Mandarin Oriental sells Macau hotel stake for HK$1.6 billion
Mandarin Oriental International, a member of the Jardine Matheson Group, said yesterday that it has agreed to sell its 50 per cent interest in the 416-room Mandarin Oriental in Macau for HK$1.6 billion (S$307 million). The company will sell its stake to Sociedade de Turismo e Diversoes de Macau (STDM). Mandarin Oriental's partner in the hotel, Shun Tak Holdings, will also sell its 50 per cent stake to STDM. The carrying value of the group's 50 per cent stake in the hotel as at Dec 31, 2007 was US$15.7 million and its contribution to the group's Ebitda (earnings before interest, tax, depreciation and amortisation) in 2007 was US$10.2 million, the company said. On the sale's completion, Mandarin Oriental will receive proceeds of about US$90 million with a post-tax gain of about US$75 million, which will be recognised in 2009. The proceeds will be used for the group's general corporate purposes, it said. Completion of the sale is expected by the end of May 2009. The sale is conditional upon approval of the arrangements by Shun Tak's and STDM's respective shareholders as well as other regulatory formalities. As part of the agreement to sell, Mandarin Oriental and Shun Tak also have the right to participate equally in any increase in the hotel site's value - over and above the agreed value of HK$1.6 billion - which might arise if the property were to be redeveloped or sold to a third party in the future. The property will be rebranded by STDM. However, under a short-term management arrangement, Mandarin Oriental will continue to manage the hotel for up to two years to ensure a smooth transition.

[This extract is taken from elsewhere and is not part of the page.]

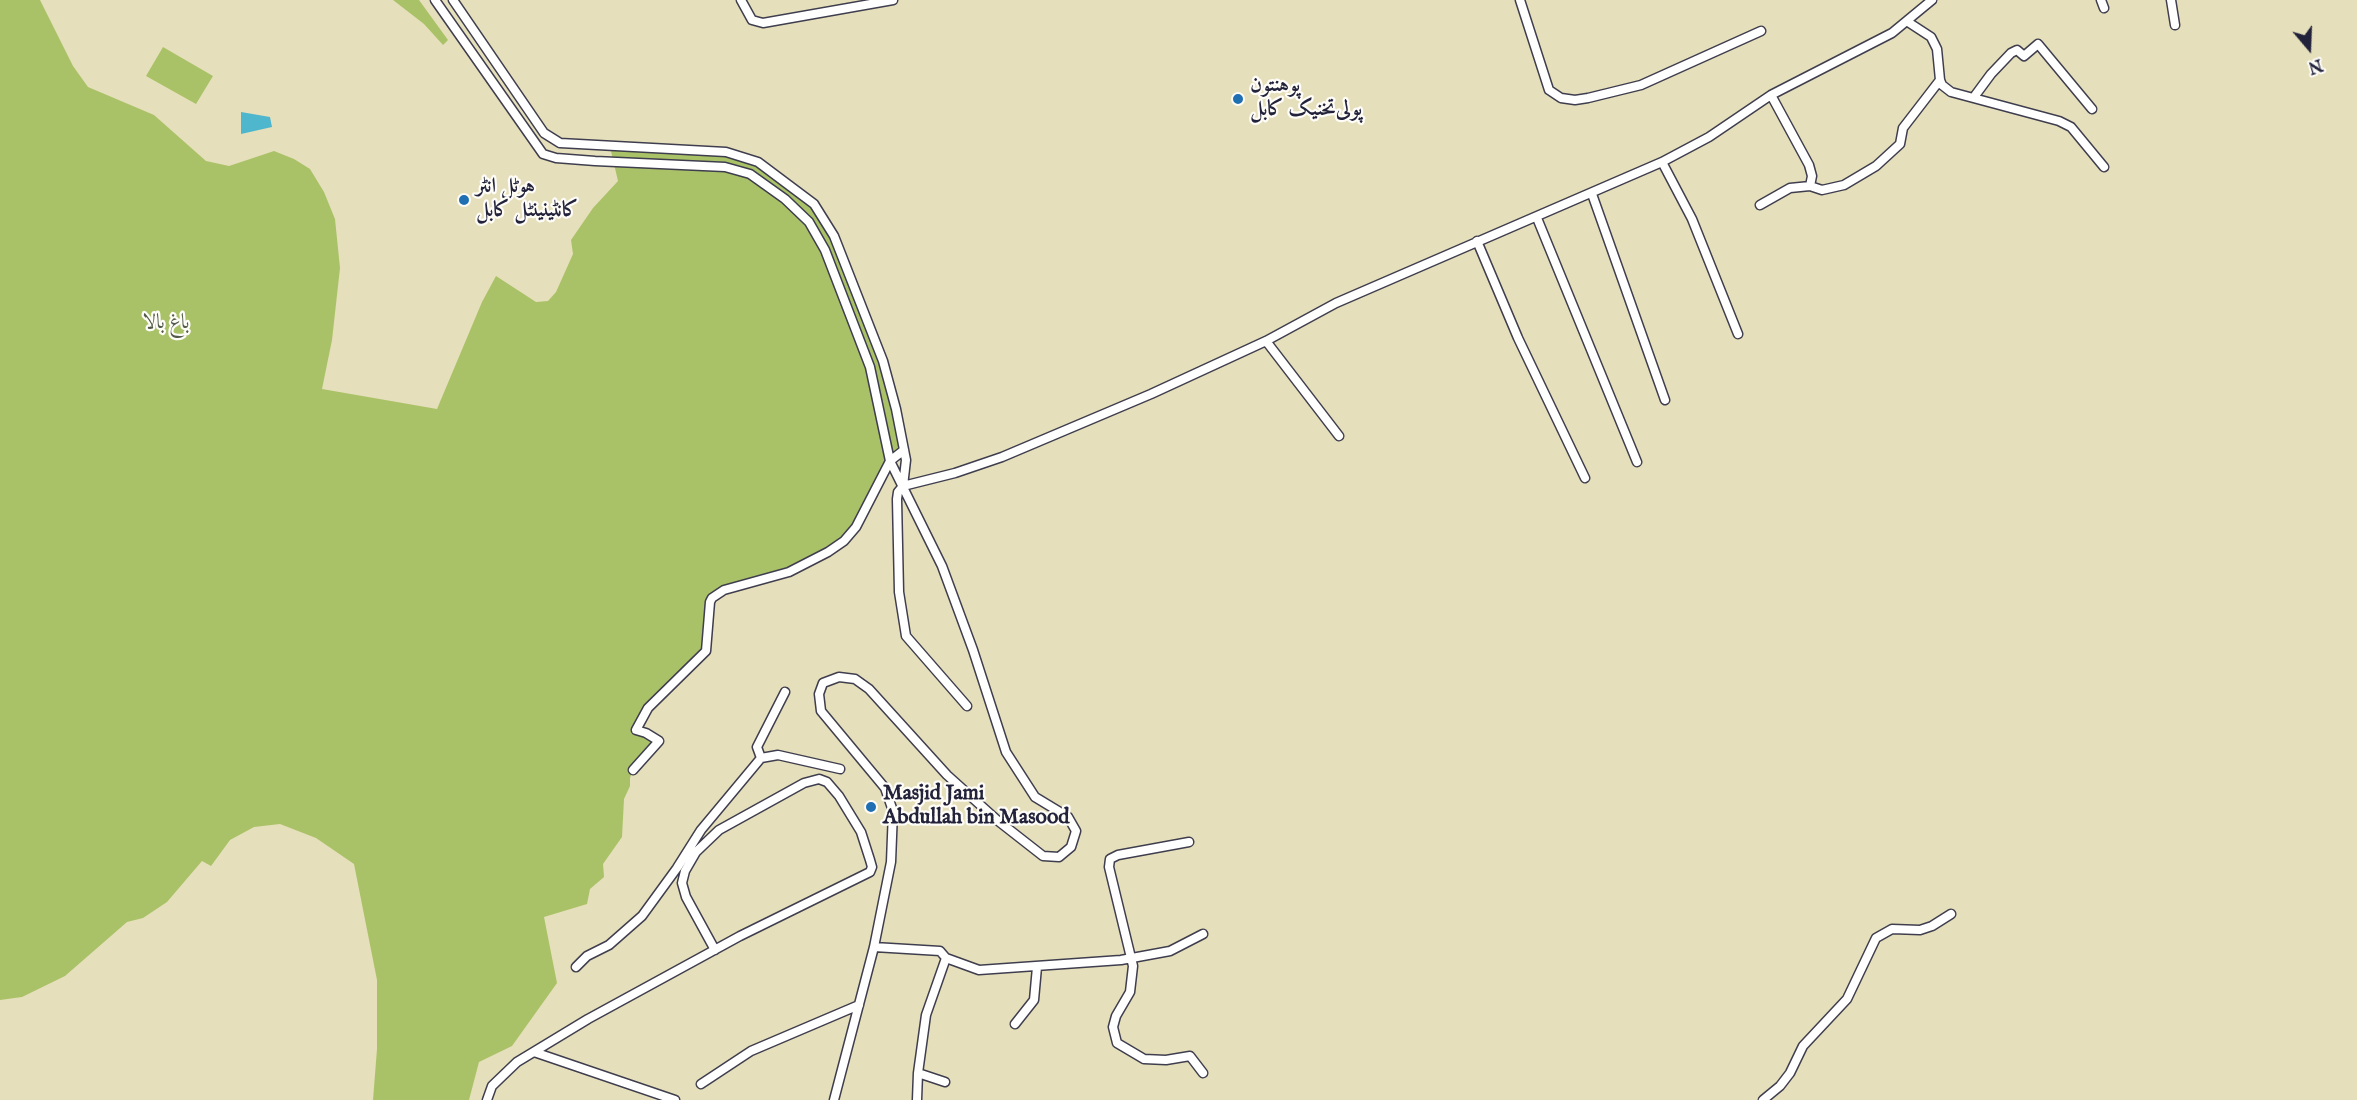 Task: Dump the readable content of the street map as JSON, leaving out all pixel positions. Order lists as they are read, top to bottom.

SATS shareholders okay SFI takover
Singapore Airport Terminal Services (SATS) & Singapore Food Industries (SFI) – Minority shareholders of SATS have given their company the nod to buy a controlling stake in SFI from Temasek Holdings. Almost 70 per cent of minority votes cast at a meeting yesterday were in favour of SATS buying 359.7 million SFI ordinary shares equivalent to a 69.6 per cent stake. The offer price is 93 cents a share - a total of $334.5 million. The move will trigger a general offer for all 157.1 million SFI shares, which could lift the total bill to $509 million. SATS chief executive Clement Woon said SFI shareholders will get the offer document within two weeks. 'We only needed 50 per cent plus one vote to get this through, but what we got is overwhelming support,' he said. 'There is still a lot of work to do. We will move ahead with the general offer first, then start work on our integration plan.' SATS' controlling shareholder Singapore Airlines, with a stake of just over 80 per cent, abstained from yesterday's vote, leaving minorities to decide. SATS needs to secure at least 90 per cent of SFI's shares to de-list the food company and 100 per cent for total control.